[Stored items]

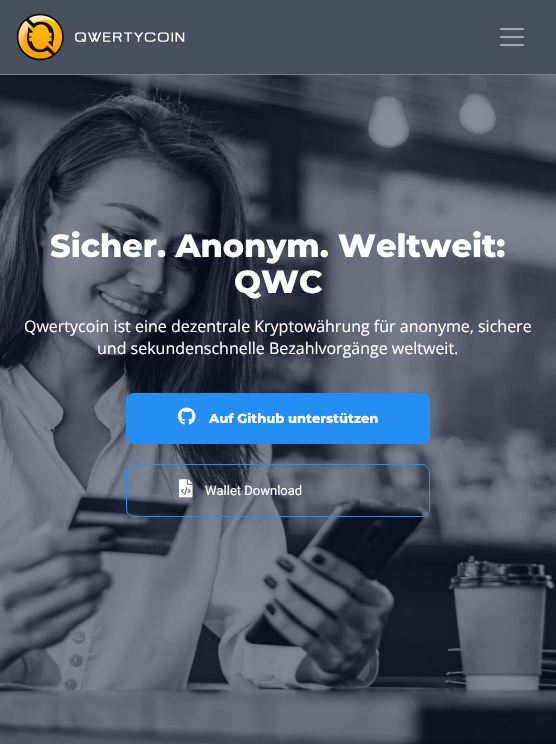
void draw(SkCanvas* c) {
SkPaint p;
p.setAntiAlias(true);
auto F=[&](const char* family, int weight, float size, bool italic = false){SkFontStyle style(weight, SkFontStyle::kNormal_Width,italic ? SkFontStyle::kItalic_Slant : SkFontStyle::kUpright_Slant);SkFont result(fontMgr->matchFamilyStyle(family, style), size);result.setSubpixel(true);return result;};
auto T=[&](const char* s, float x, float y, const SkFont& font){c->drawString(s, x, y, font, p);};
auto R=[&](float x, float y, float w, float h){c->drawRect(SkRect::MakeXYWH(x, y, w, h), p);};
auto Q=[&](float x, float y, float w, float h, float radius){c->drawRoundRect(SkRect::MakeXYWH(x, y, w, h), radius, radius, p);};
auto I=[&](const char* path, float x, float y, float w, float h){auto image = SkImages::DeferredFromEncodedData(SkData::MakeFromFileName(path));c->drawImageRect(image, SkRect::MakeXYWH(x, y, w, h), SkSamplingOptions());};
c->clear(0xffffffff);
p.setColor(0xff484f5d);
R(0,0,556,74);
p.setColor(0xff787d87);
R(0,74,556,1);
I("1.png",16,13,169,48);
I("2.png",500,28,24,18);
I("3.png",0,75,556,669);
auto f1 = F("Montserrat",800,32);
p.setColor(0xffffffff);
T("Sicher. Anonym. Weltweit:",50,257,f1);
T("QWC",234,293,f1);
auto f2 = F("Open Sans",400,16);
T("Qwertycoin ist eine dezentrale Kryptowährung für anonyme, sichere",24,332,f2);
T("und sekundenschnelle Bezahlvorgänge weltweit.",97,354,f2);
p.setColor(0xff258ef2);
Q(126,393,304,51,8);
I("4.png",178,407,18,18);
auto f3 = F("Montserrat",800,13);
p.setColor(0xffffffff);
T("Auf Github unterstützen",209,423,f3);
p.setStroke(true);
p.setStrokeWidth(1);
p.setColor(0xff258ef2);
c->drawRoundRect(SkRect::MakeXYWH(126.5,464.5,303,52),7.5,7.5,p);
I("5.png",179,479,14,19);
auto f4 = F("Roboto",400,13);
p.setStroke(false);
p.setColor(0xffffffff);
T("Wallet Download",205,495,f4);
}
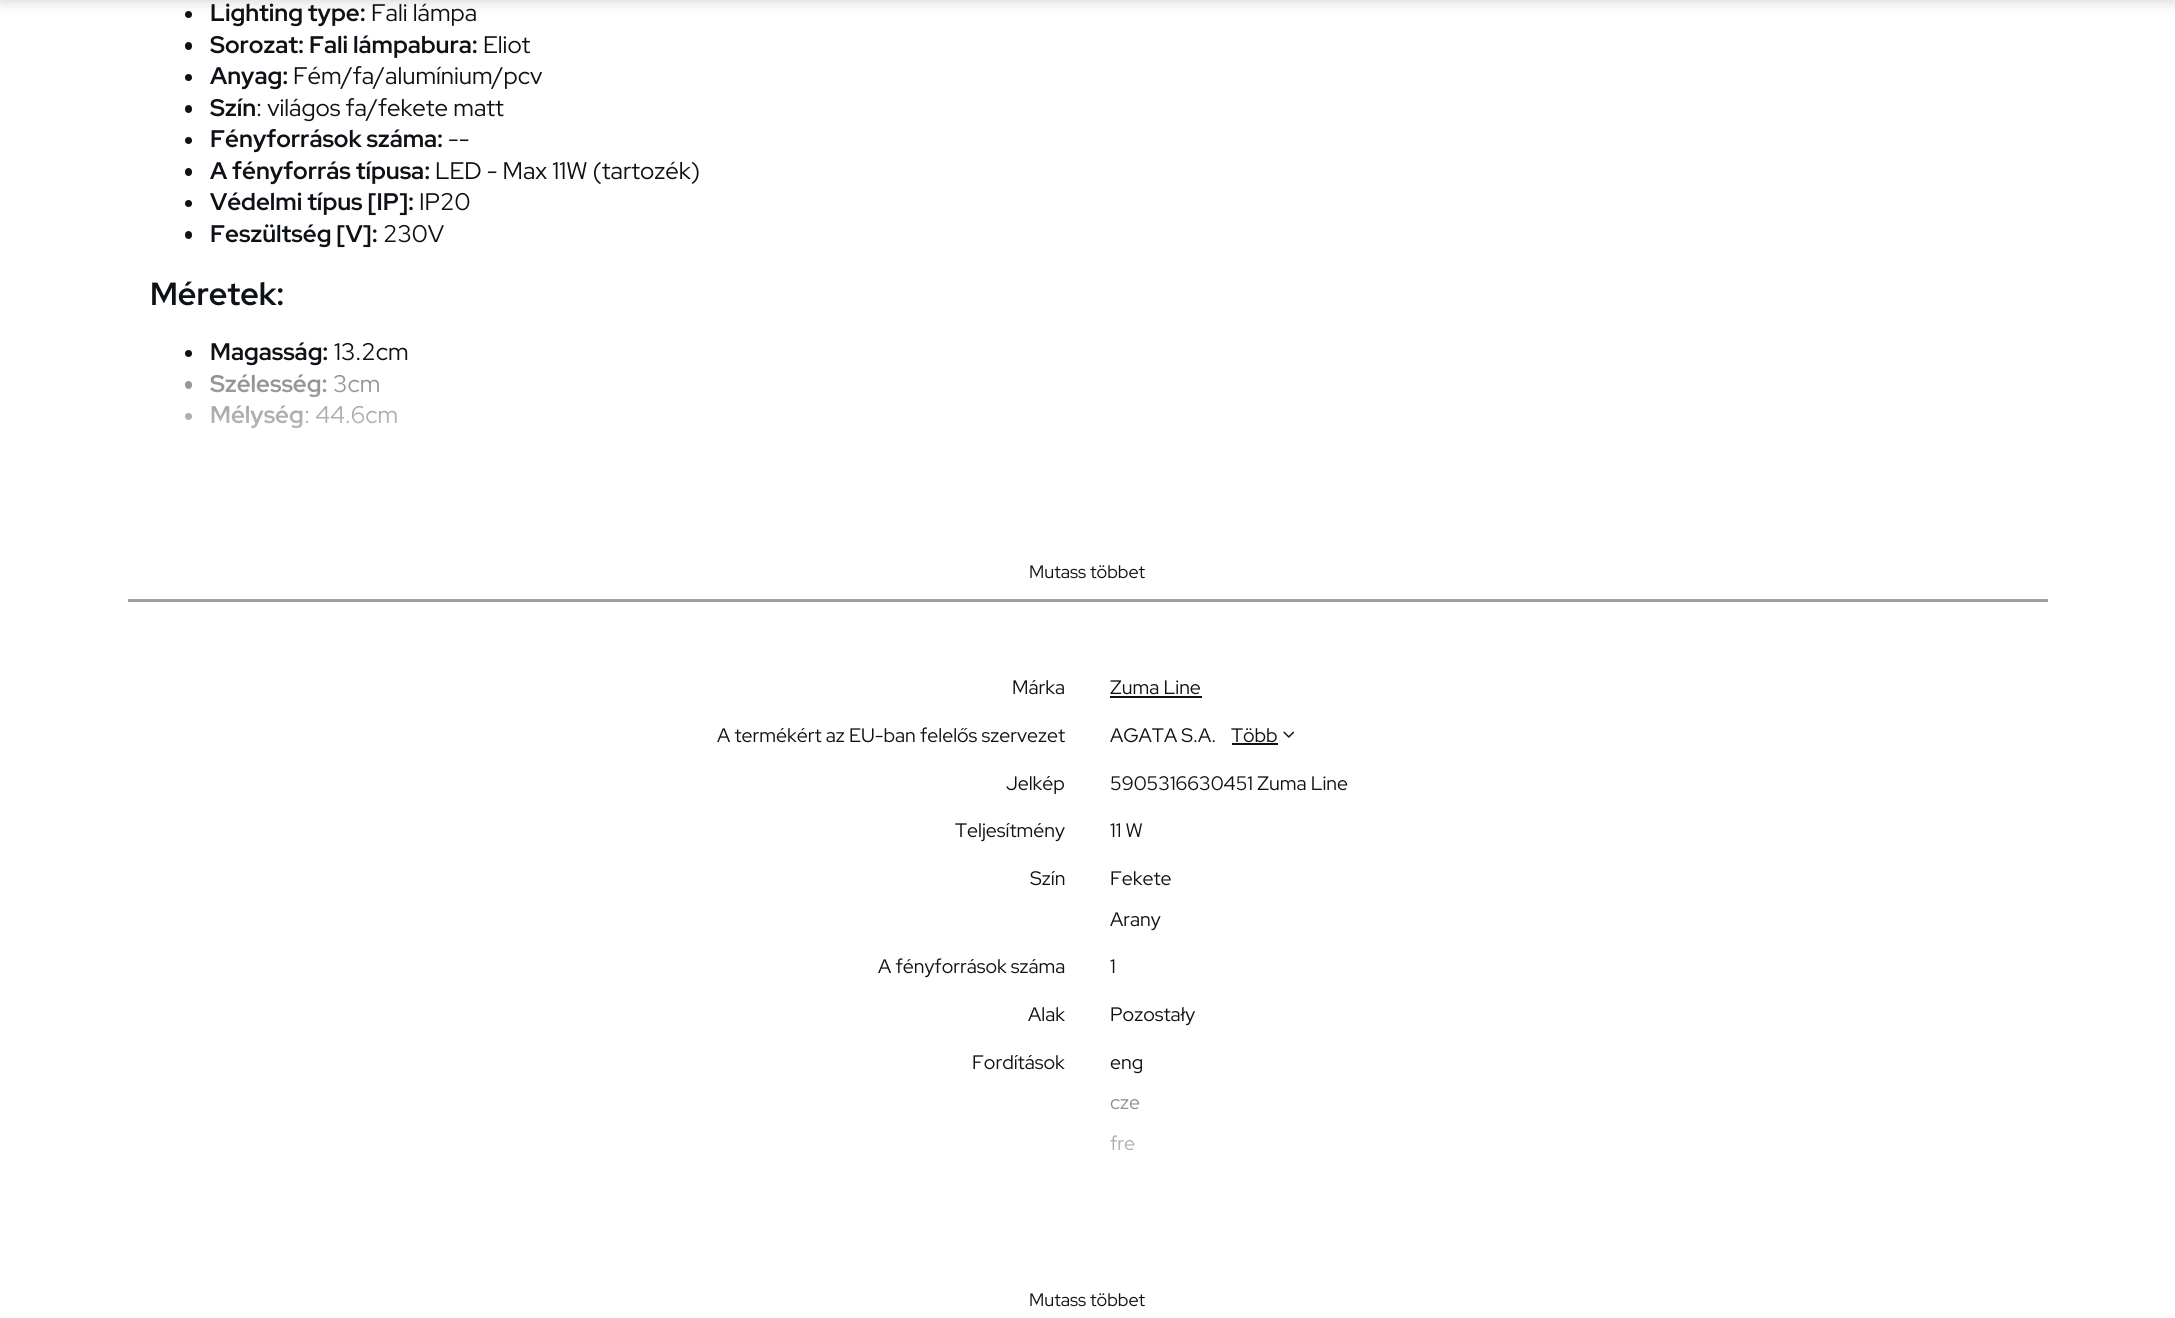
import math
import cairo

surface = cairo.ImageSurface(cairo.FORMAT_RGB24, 2175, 1318)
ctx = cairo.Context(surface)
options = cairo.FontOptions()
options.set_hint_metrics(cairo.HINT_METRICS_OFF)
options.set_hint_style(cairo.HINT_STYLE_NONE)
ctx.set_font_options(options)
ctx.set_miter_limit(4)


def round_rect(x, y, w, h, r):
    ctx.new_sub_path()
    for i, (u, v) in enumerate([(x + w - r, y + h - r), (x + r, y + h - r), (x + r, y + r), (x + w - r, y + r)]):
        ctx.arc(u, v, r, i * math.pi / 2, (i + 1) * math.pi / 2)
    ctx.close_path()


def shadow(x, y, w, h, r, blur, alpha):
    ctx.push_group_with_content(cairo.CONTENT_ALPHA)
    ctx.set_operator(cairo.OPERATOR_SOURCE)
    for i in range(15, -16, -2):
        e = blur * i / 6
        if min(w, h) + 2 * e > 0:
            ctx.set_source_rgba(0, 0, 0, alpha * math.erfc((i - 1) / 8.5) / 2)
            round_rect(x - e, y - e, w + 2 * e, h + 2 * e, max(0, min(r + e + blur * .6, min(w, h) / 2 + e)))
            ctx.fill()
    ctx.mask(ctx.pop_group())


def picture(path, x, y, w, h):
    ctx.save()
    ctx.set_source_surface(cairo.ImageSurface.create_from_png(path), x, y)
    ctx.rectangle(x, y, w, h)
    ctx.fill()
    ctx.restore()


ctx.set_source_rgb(1, 1, 1)
ctx.paint()
ctx.set_source_rgb(0.055, 0.067, 0.086)
ctx.arc(188.5, 14.5, 3.5, 0, 2 * math.pi)
ctx.fill()
ctx.set_source_rgb(0, 0, 0)
shadow(0, -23, 2175, 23, 0, 7.5, 0.2)
ctx.set_source_rgb(0.624, 0.624, 0.624)
ctx.rectangle(128, 599, 1920, 3)
ctx.fill()
ctx.select_font_face("Red Hat Display", cairo.FONT_SLANT_NORMAL, cairo.FONT_WEIGHT_BOLD)
ctx.set_font_size(24)
ctx.set_source_rgb(0.055, 0.067, 0.086)
ctx.move_to(210, 21)
ctx.show_text("Lighting type:")
ctx.select_font_face("Red Hat Display")
ctx.move_to(371, 21)
ctx.show_text("Fali lámpa")
round_rect(185, 42, 7, 8, 3.5)
ctx.fill()
ctx.select_font_face("Red Hat Display", cairo.FONT_SLANT_NORMAL, cairo.FONT_WEIGHT_BOLD)
ctx.move_to(210, 53)
ctx.show_text("Sorozat: Fali lámpabura:")
ctx.select_font_face("Red Hat Display")
ctx.move_to(483, 53)
ctx.show_text("Eliot")
ctx.new_path()
ctx.arc(188.5, 77.5, 3.5, 0, 2 * math.pi)
ctx.fill()
ctx.select_font_face("Red Hat Display", cairo.FONT_SLANT_NORMAL, cairo.FONT_WEIGHT_BOLD)
ctx.move_to(210, 84)
ctx.show_text("Anyag:")
ctx.select_font_face("Red Hat Display")
ctx.move_to(293, 84)
ctx.show_text("Fém/fa/alumínium/pcv")
round_rect(185, 105, 7, 8, 3.5)
ctx.fill()
ctx.select_font_face("Red Hat Display", cairo.FONT_SLANT_NORMAL, cairo.FONT_WEIGHT_BOLD)
ctx.move_to(210, 116)
ctx.show_text("Szín")
ctx.select_font_face("Red Hat Display")
ctx.move_to(256, 116)
ctx.show_text(": világos fa/fekete matt")
ctx.new_path()
ctx.arc(188.5, 140.5, 3.5, 0, 2 * math.pi)
ctx.fill()
ctx.select_font_face("Red Hat Display", cairo.FONT_SLANT_NORMAL, cairo.FONT_WEIGHT_BOLD)
ctx.move_to(210, 147)
ctx.show_text("Fényforrások száma:")
ctx.select_font_face("Red Hat Display")
ctx.move_to(448, 147)
ctx.show_text("--")
round_rect(185, 168, 7, 8, 3.5)
ctx.fill()
ctx.select_font_face("Red Hat Display", cairo.FONT_SLANT_NORMAL, cairo.FONT_WEIGHT_BOLD)
ctx.move_to(210, 179)
ctx.show_text("A fényforrás típusa:")
ctx.select_font_face("Red Hat Display")
ctx.move_to(435, 179)
ctx.show_text("LED - Max 11W (tartozék)")
ctx.new_path()
ctx.arc(188.5, 203.5, 3.5, 0, 2 * math.pi)
ctx.fill()
ctx.select_font_face("Red Hat Display", cairo.FONT_SLANT_NORMAL, cairo.FONT_WEIGHT_BOLD)
ctx.move_to(210, 210)
ctx.show_text("Védelmi típus [IP]:")
ctx.select_font_face("Red Hat Display")
ctx.move_to(419, 210)
ctx.show_text("IP20")
round_rect(185, 231, 7, 8, 3.5)
ctx.fill()
ctx.select_font_face("Red Hat Display", cairo.FONT_SLANT_NORMAL, cairo.FONT_WEIGHT_BOLD)
ctx.move_to(210, 242)
ctx.show_text("Feszültség [V]:")
ctx.select_font_face("Red Hat Display")
ctx.move_to(383, 242)
ctx.show_text("230V")
ctx.select_font_face("Red Hat Display", cairo.FONT_SLANT_NORMAL, cairo.FONT_WEIGHT_BOLD)
ctx.set_font_size(32)
ctx.move_to(150, 305)
ctx.show_text("Méretek:")
ctx.new_path()
ctx.arc(188.5, 353.5, 3.5, 0, 2 * math.pi)
ctx.fill()
ctx.set_font_size(24)
ctx.move_to(210, 360)
ctx.show_text("Magasság:")
ctx.select_font_face("Red Hat Display")
ctx.move_to(334, 360)
ctx.show_text("13.2cm")
round_rect(185, 381, 7, 8, 3.5)
ctx.fill()
ctx.select_font_face("Red Hat Display", cairo.FONT_SLANT_NORMAL, cairo.FONT_WEIGHT_BOLD)
ctx.move_to(210, 392)
ctx.show_text("Szélesség:")
ctx.select_font_face("Red Hat Display")
ctx.move_to(333, 392)
ctx.show_text("3cm")
ctx.new_path()
ctx.arc(188.5, 416.5, 3.5, 0, 2 * math.pi)
ctx.fill()
ctx.select_font_face("Red Hat Display", cairo.FONT_SLANT_NORMAL, cairo.FONT_WEIGHT_BOLD)
ctx.move_to(210, 423)
ctx.show_text("Mélység")
ctx.select_font_face("Red Hat Display")
ctx.move_to(304, 423)
ctx.show_text(": 44.6cm")
gradient = cairo.LinearGradient(1088, 367, 1088, 518)
gradient.add_color_stop_rgba(0, 1, 1, 1, 0.5)
gradient.add_color_stop_rgba(1, 1, 1, 1, 1)
ctx.set_source(gradient)
ctx.rectangle(185, 374, 212, 55)
ctx.fill()
ctx.set_font_size(18)
ctx.set_source_rgb(0.055, 0.067, 0.086)
ctx.move_to(1029, 578)
ctx.show_text("Mutass többet")
ctx.set_font_size(19.5)
ctx.move_to(1012, 694)
ctx.show_text("Márka")
ctx.move_to(1110, 694)
ctx.show_text("Zuma Line")
ctx.rectangle(1110, 696, 92, 2)
ctx.fill()
ctx.move_to(717, 742)
ctx.show_text("A termékért az EU-ban felelős szervezet")
ctx.move_to(1110, 742)
ctx.show_text("AGATA S.A.")
ctx.move_to(1231, 742)
ctx.show_text("Több")
ctx.rectangle(1232, 743, 46, 2)
ctx.fill()
picture("img1.png", 1283, 731, 12, 7)
ctx.move_to(1006, 790)
ctx.show_text("Jelkép")
ctx.move_to(1110, 790)
ctx.show_text("5905316630451 Zuma Line")
ctx.move_to(955, 837)
ctx.show_text("Teljesítmény")
ctx.move_to(1110, 837)
ctx.show_text("11 W")
ctx.move_to(1030, 885)
ctx.show_text("Szín")
ctx.move_to(1110, 885)
ctx.show_text("Fekete")
ctx.move_to(1110, 926)
ctx.show_text("Arany")
ctx.move_to(878, 973)
ctx.show_text("A fényforrások száma")
ctx.move_to(1110, 973)
ctx.show_text("1")
ctx.move_to(1028, 1021)
ctx.show_text("Alak")
ctx.move_to(1110, 1021)
ctx.show_text("Pozostały")
ctx.move_to(972, 1069)
ctx.show_text("Fordítások")
ctx.move_to(1110, 1069)
ctx.show_text("eng")
ctx.move_to(1110, 1109)
ctx.show_text("cze")
ctx.move_to(1110, 1150)
ctx.show_text("fre")
gradient = cairo.LinearGradient(1088, 1096, 1088, 1247)
gradient.add_color_stop_rgba(0, 1, 1, 1, 0.5)
gradient.add_color_stop_rgba(1, 1, 1, 1, 1)
ctx.set_source(gradient)
ctx.rectangle(1110, 1099, 30, 52)
ctx.fill()
ctx.set_font_size(18)
ctx.set_source_rgb(0.055, 0.067, 0.086)
ctx.move_to(1029, 1306)
ctx.show_text("Mutass többet")
surface.write_to_png("page.png")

*ASSIGNMENT*
From the records above, copy only the lines starting with the line that holds "surface = cairo.ImageSurface(cairo.FORMAT_RGB24, 2175, 1318)" and going on through the line that holds "ctx.restore()", exactly as written.

*REPLY*
surface = cairo.ImageSurface(cairo.FORMAT_RGB24, 2175, 1318)
ctx = cairo.Context(surface)
options = cairo.FontOptions()
options.set_hint_metrics(cairo.HINT_METRICS_OFF)
options.set_hint_style(cairo.HINT_STYLE_NONE)
ctx.set_font_options(options)
ctx.set_miter_limit(4)


def round_rect(x, y, w, h, r):
    ctx.new_sub_path()
    for i, (u, v) in enumerate([(x + w - r, y + h - r), (x + r, y + h - r), (x + r, y + r), (x + w - r, y + r)]):
        ctx.arc(u, v, r, i * math.pi / 2, (i + 1) * math.pi / 2)
    ctx.close_path()


def shadow(x, y, w, h, r, blur, alpha):
    ctx.push_group_with_content(cairo.CONTENT_ALPHA)
    ctx.set_operator(cairo.OPERATOR_SOURCE)
    for i in range(15, -16, -2):
        e = blur * i / 6
        if min(w, h) + 2 * e > 0:
            ctx.set_source_rgba(0, 0, 0, alpha * math.erfc((i - 1) / 8.5) / 2)
            round_rect(x - e, y - e, w + 2 * e, h + 2 * e, max(0, min(r + e + blur * .6, min(w, h) / 2 + e)))
            ctx.fill()
    ctx.mask(ctx.pop_group())


def picture(path, x, y, w, h):
    ctx.save()
    ctx.set_source_surface(cairo.ImageSurface.create_from_png(path), x, y)
    ctx.rectangle(x, y, w, h)
    ctx.fill()
    ctx.restore()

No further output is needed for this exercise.